It was just the usual teacher-in-service day at Cub Run Elementary School in Centreville Monday, until the limousines pulled up.

Three sleek, shiny long jobs -- a white super-stretch model 30 feet long and two shorter, black standard models -- parked in front of the principal's office about 11:15 a.m. It looked as though someone might have a date with destiny.

Actually, 73 people did. Every teacher and administrator at the five-year-old school was being chauffeured to an elegant lunch at a prestigious restaurant. It was the PTA's way of saying thanks.

"We wanted to really do something for the teachers to show that we appreciate them," said PTA president Stephanie Long, who, along with other board members, solicited area businesses to drum up the free limo service, a luncheon at little cost and gifts for everyone.

For the teachers, the whole affair was a surprise. PTA members kept the secret by sending them invitations last week with instructions to meet in the school's library at 11:30 a.m. Monday and to dress for a nice lunch. Although Monday was a student holiday, the county's teachers had an in-service day.

When Monday rolled around, teachers were still unsure what was in store for them.

"We really have no idea. The PTA is always surprising us. Last year, they held an auction for us," said teacher Cheryl Culler, who noted that the school's PTA is known for going out of its way to support the teachers.

So when the limousines pulled up in front of the school, there was a chorus of oohhs and aahhs. "I've never ridden in a limo," exclaimed third-grade teacher Barbara Smith.

Smith, along with a group of other third-grade teachers, piled into the white lead car, which contained among its assorted gadgets two televisions, a videocassette recorder, a compact disc player and a cellular telephone. No one touched anything. "We were told to be on our best behavior," Smith quipped.

From the sidewalk, shutters clicked as paparazzi from several local newspapers and a PTA member snapped photos, as if royalty had come to visit.

Soon, the three cars pulled out of the school's driveway and were on their way, destination unknown.

Riding in the second limo, two members of a band of mostly second-grade teachers, who proclaimed themselves "the wild group at the school," had the sun roof open and were standing up, checking out the view.

Asked later why she felt she needed to do that, windblown second-grade teacher Donna Buchholz said, "I was just fixing my hair."

Asked if anyone had nipped some of the complimentary brandy from the limo's crystal decanters, there was a definitive "no comment" from Principal Janet LeBel. Back in the first limo, still unsure of where they were headed, the third-grade teachers placed wagers. "I bet we're going to McDonald's," said Smith. "They must have spent all the money on the limos."

"That must be right," agreed "I bet we're going to McDonald's. They must have spent all the money on the limos."

-- teacher Barbara Smith

Peggy Sander. "We'll go through the drive-through."

But five minutes later, with not a fast-food joint in sight, the mini-caravan pulled up to a column-clad mansion, otherwise known as the Westfields International Conference Center, part of a soon-to-be developed 1,100-acre corporate office park. After two return trips to pick up more teachers, the luncheon began.

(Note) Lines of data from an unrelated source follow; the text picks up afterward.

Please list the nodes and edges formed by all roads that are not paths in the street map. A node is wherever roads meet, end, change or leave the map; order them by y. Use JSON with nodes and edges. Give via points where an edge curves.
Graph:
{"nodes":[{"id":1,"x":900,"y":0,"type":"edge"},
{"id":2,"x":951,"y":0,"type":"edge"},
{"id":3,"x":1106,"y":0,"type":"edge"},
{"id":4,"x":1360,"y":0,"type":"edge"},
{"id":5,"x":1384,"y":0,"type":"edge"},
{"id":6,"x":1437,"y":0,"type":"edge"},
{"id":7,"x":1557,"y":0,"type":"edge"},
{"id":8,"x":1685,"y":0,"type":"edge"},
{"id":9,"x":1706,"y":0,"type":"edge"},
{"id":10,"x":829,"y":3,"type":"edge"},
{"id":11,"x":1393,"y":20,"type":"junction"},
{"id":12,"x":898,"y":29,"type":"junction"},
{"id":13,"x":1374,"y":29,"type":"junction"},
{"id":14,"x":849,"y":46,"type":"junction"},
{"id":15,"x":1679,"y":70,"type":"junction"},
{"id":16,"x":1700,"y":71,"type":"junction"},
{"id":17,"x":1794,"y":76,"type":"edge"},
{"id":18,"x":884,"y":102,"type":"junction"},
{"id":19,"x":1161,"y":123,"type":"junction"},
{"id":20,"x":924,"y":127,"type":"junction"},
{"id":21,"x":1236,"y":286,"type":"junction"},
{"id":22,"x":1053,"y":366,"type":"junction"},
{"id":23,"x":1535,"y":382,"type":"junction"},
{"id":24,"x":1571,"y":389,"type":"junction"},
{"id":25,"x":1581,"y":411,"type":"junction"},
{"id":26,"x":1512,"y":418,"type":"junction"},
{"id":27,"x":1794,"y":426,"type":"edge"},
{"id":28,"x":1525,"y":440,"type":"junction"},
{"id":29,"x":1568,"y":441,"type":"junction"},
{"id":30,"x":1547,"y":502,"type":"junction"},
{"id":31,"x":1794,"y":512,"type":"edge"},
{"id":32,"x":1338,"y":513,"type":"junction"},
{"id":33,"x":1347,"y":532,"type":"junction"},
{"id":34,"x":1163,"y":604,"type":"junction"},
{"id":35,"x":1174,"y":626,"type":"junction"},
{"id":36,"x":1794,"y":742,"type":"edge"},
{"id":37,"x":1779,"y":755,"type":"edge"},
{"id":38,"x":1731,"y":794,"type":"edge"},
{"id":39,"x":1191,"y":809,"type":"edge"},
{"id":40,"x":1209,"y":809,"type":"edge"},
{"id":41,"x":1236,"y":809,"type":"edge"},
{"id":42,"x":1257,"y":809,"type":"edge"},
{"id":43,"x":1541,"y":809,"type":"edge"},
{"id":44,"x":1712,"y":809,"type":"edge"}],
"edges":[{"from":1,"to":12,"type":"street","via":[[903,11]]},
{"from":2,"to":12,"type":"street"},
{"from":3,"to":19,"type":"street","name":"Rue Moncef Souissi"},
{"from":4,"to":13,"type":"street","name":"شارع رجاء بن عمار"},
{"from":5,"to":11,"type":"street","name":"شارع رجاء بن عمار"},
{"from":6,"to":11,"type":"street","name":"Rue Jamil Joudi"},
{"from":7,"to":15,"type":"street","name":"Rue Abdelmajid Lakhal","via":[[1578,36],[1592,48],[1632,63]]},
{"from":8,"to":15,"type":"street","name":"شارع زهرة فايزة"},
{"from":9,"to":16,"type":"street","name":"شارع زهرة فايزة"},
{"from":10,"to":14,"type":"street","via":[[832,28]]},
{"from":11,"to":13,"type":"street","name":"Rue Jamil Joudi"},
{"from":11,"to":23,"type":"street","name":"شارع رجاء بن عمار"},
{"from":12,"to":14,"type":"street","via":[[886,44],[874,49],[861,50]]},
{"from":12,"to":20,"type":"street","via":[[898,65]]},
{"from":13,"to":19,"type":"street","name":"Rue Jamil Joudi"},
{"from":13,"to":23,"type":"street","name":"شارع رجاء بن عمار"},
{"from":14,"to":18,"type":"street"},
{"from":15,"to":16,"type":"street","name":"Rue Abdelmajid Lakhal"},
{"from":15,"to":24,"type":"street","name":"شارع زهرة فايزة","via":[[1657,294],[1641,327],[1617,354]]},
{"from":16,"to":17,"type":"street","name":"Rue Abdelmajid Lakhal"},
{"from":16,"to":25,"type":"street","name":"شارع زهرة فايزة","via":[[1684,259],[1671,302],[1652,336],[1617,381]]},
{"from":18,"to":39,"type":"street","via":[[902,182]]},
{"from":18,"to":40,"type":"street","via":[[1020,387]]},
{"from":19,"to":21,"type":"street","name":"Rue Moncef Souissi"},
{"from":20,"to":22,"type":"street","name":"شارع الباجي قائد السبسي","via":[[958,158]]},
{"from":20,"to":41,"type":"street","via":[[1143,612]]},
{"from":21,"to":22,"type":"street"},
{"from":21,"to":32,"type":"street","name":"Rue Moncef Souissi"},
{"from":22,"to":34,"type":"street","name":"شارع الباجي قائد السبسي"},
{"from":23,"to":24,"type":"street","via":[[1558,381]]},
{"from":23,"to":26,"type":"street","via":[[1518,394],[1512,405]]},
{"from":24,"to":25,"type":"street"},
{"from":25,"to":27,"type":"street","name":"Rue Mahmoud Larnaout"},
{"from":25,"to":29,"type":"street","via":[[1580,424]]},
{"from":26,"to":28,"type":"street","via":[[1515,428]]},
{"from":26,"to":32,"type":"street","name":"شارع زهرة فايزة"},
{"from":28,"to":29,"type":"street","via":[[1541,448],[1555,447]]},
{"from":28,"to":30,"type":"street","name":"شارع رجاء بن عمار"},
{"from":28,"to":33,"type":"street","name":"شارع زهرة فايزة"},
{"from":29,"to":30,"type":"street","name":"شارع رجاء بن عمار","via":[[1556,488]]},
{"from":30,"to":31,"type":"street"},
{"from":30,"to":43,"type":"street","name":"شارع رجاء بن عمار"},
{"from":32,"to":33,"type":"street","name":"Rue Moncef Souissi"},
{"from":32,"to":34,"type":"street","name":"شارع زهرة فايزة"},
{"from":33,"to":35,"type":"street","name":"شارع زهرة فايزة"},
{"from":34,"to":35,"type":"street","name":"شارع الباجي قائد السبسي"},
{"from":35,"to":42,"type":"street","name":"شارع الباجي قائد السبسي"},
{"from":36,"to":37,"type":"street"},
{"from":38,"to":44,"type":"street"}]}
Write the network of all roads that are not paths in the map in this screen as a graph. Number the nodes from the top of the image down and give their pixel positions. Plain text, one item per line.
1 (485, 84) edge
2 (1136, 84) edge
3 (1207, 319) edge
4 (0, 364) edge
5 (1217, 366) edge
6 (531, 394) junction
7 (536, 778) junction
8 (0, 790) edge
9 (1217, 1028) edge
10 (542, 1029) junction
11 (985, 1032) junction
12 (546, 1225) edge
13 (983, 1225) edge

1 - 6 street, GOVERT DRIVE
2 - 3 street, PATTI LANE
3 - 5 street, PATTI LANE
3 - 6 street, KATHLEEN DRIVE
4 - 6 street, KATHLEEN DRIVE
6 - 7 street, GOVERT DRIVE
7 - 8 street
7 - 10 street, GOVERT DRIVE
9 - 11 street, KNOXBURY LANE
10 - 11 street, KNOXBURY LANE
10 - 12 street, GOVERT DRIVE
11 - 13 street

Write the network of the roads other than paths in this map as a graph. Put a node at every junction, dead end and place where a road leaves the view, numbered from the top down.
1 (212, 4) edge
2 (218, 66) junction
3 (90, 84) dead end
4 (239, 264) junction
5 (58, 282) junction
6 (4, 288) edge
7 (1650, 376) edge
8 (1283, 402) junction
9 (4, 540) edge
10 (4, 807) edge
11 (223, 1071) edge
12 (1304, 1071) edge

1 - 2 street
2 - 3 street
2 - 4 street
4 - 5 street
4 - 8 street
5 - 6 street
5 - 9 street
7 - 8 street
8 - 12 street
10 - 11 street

The meal was served in the center's Washingtonian Room, with green, satiny wallpaper, white tablecloths, china and a large sparkling crystal chandelier overhead, quite different from the head-'em-up and move-'em-out meals in the student cafeteria.

"People really take for granted that they can go out to lunch, but we can't," said Linda Brinkworth. "We usually have to eat in 20 minutes and catch up on everything then."

"There's not even time to go to the bathroom," added Smith, munching on salad. "So this is great."

During the three-course meal of salad, grilled chicken breast or swordfish and chocolate cake, each teacher received a coffee cup filled with bubble gum-flavored jelly beans. Later, a health club membership and two sets of tickets to a Washington Bullets game were given away.

"I'm going to have to give all my students O's {the equivalent of an A} after all this," joked Smith.